One, tweeted by Paul Waugh
Paddy Ashdown on BBCNews: “Preserving an agreement to disagree is preserving the unity of the party”.
But just in case you think it’s only the Liberal Democrats who are in some state of confusion over education policy, take a look at this from Hopi Sen. (Yes, as he says at his site, that is his name.)
“The Prime Minister wishes his government to introduce a policy which is a major extension of a policy he voted against in opposition.The Deputy Prime Minister would like to vote for the government’s proposals, but is considering abstaining because he promised to vote against them.
The opposition are opposing what the government proposes, because the government proposes going further than the opposition proposed when they were the government, when the then opposition opposed what the then government proposed.
Excerpt: “This is the politics of infantilism. But instead of telling his party to grow up, Mr Clegg is apparently consulting his rank-and-file — before deciding whether or not to vote for a policy put together by one of his party’s own ministers. Barmy or what? The really perplexing thing is that — unlike his party members who are famously away with the fairies — Mr Clegg is supposed to be the realist who understands that political power necessarily entails hard choices. The source of the problem would seem to be that Mr Clegg has experienced a political panic attack.
We are told that he’s been having a terrible time over the student protests. The police have advised him to stop cycling for fear of his personal safety; excrement has been pushed through his letterbox.
He is said to be shell-shocked by the personal abuse. Of course, this sounds extraordinarily unpleasant. But students are always revolting.
So what sort of a politician is knocked off course by such protests — other than one who has never managed to leave his own college scarf in the drawer?
‘Nick hasn’t been in front-line politics that long,’ explained one source close to Mr Clegg, who became an MP in 2005. ‘He is not battle-hardened and was not prepared for being so unpopular.’
Diddums! But this man is Deputy Prime Minister, for heaven’s sake. What would he do if he were faced with a really hard and unpopular decision — like committing troops to war in the national interest — in light of the fact that, faced merely with the inevitable compromises involved in coalition politics, he dissolves into a quivering orange jelly?
The problem for Mr Clegg is that he burned his party’s electoral boats by going in with the Tories in the first place.
Suppose the Coalition broke down and a new election was called. Why should anyone vote for the Lib Dems, since any attempt to pretend to be opposed to the Tory Party would be met with howls of derision?”

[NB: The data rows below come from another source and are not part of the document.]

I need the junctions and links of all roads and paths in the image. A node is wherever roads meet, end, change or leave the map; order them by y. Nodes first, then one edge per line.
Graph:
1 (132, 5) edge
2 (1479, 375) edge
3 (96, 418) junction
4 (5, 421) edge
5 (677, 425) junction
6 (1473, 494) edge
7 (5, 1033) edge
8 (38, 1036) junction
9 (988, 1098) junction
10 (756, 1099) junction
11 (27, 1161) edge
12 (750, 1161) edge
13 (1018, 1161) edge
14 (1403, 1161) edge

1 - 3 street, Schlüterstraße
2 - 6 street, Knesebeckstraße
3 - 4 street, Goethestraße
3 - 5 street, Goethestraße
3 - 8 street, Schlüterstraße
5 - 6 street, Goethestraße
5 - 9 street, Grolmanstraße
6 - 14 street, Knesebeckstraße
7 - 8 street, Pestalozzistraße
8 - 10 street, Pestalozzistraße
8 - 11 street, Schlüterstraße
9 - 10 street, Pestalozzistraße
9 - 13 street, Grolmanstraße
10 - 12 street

Melanie Phillips is right, of course. As for her last sentence above, can we expect the Labour Party (New – REALLY NEWish, Young Generation, Same-old Problems, Oldish Labour) to benefit? I don’t think so somehow. They’re panicking so much over Mili-E’s disastrous first few months as leader there is talk they are preparing this man to take over. The one who knew his limits in the days when leadership was a valued commodity.
‘Mr Johnson ruled himself out of the race to succeed Tony Blair by claiming that he ‘wasn’t up to it’.’

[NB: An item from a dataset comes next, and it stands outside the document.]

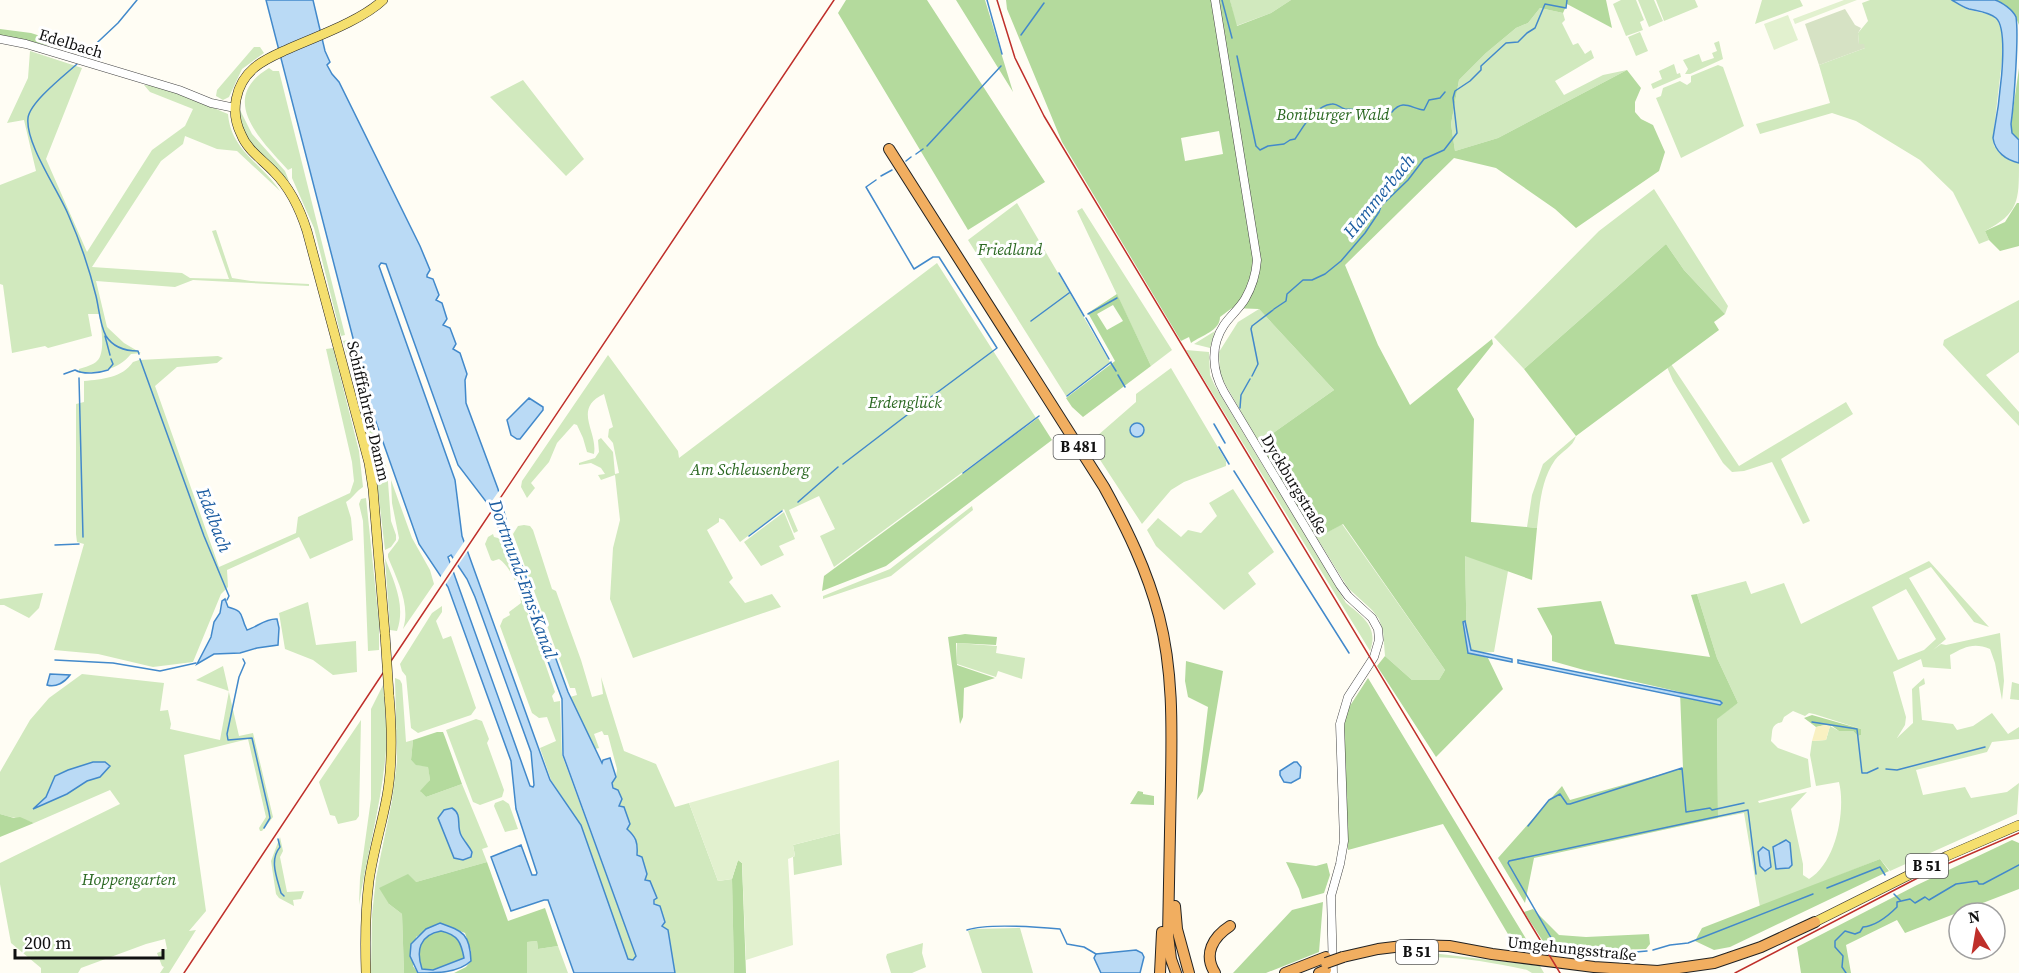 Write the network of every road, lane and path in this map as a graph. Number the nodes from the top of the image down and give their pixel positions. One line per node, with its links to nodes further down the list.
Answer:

Alan Johnson was right then, of course. He knew his limits. Is he now up to it? After the last two disastrous leaders for Labour, in the last three years or so – Gordon Brown and Ed Miliband, he might fancy his chances. The bar has been lowered. And how. And Mr Johnson probably knows THIS little fact, anyway.
Not that the Conservatives are riding high in the ‘doing the right thing’ political Vs popularity stakes. Senior Tory MP (and thorn in Cameron’s side) David Davis has announced he will vote against his own government’s raised tuition fees vote on Thursday.
Even more senior Tory front-bencher Ken Clarke is proving his party “soft on knife crime and the sanctions against knife crime”. He has now rowed the Tories back from their manifesto promise to “lock ’em up”.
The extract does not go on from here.